Study Design: Prospective cohort study. Objective: We examined whether recovery expectations predict future return-to-work in workers filing injury claims for a variety of musculoskeletal conditions. Summary of Background Data: Recovery expectations seem to influence recovery and return-to-work after back pain, but their role in other compensable conditions is uncertain. Methods: All workers' compensation claimants receiving time-loss benefits for a musculoskeletal condition and undergoing return-to-work assessment were enrolled. Claimants completed a work-related recovery expectations questionnaire. Outcomes during the 1-year follow-up included surrogate indicators of timely return-to-work (days until suspension of time-loss benefits) and recovery (claim closure). Analysis included multivariable Cox regression.

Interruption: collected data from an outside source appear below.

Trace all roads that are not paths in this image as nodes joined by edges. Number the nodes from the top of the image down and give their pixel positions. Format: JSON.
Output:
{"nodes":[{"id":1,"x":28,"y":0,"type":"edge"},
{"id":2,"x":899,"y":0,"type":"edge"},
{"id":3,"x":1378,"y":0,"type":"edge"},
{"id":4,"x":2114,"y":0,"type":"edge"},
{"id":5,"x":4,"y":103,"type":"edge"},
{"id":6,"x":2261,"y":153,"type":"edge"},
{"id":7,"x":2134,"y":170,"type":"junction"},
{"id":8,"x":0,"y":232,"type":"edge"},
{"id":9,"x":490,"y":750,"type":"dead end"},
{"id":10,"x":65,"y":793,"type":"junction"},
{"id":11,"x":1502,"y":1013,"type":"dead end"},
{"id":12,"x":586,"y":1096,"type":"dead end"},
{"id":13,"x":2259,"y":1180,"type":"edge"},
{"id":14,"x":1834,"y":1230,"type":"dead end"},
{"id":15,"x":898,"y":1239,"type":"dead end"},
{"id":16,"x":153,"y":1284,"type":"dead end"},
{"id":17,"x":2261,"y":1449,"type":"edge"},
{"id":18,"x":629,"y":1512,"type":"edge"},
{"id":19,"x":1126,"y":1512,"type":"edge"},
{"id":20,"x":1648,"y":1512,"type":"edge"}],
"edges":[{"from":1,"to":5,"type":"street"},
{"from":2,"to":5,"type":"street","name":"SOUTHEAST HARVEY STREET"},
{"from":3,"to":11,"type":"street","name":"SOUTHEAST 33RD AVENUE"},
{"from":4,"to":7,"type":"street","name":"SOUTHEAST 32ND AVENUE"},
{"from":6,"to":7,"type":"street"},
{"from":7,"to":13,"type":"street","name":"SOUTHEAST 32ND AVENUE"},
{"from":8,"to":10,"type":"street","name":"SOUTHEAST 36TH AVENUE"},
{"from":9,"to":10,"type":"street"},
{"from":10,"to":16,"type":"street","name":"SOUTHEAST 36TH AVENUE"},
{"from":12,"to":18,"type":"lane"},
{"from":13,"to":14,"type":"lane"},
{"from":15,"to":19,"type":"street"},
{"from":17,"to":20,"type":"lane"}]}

Results: The sample consisted of 1040 claimants of whom 298 (29%) had back pain, 461 (44%) had sprains, strains, or pain of other body parts besides the back, 234 (23%) had specific injuries such as fracture, dislocation, or amputation, and 47 (5%) had other compensable conditions such as carpal tunnel syndrome or knee internal derangement. The majority of participants had chronic conditions (mean duration >6 mo). Negative work-related recovery expectations were consistently associated with slower suspension of time-loss benefits (Hazard Ratio 0.83) and slower claim closure (Hazard Ratio 0.84) in claimants with back pain, but associations in other diagnostic groups were inconsistent and not statistically significant. Associations were slightly larger within the group of claimants with back pain of less than 3-month duration. Conclusions: Recovery expectations provide some information for predicting future recovery in workers filing injury claims for back pain, but do not seem to predict recovery in claimants with other musculoskeletal conditions.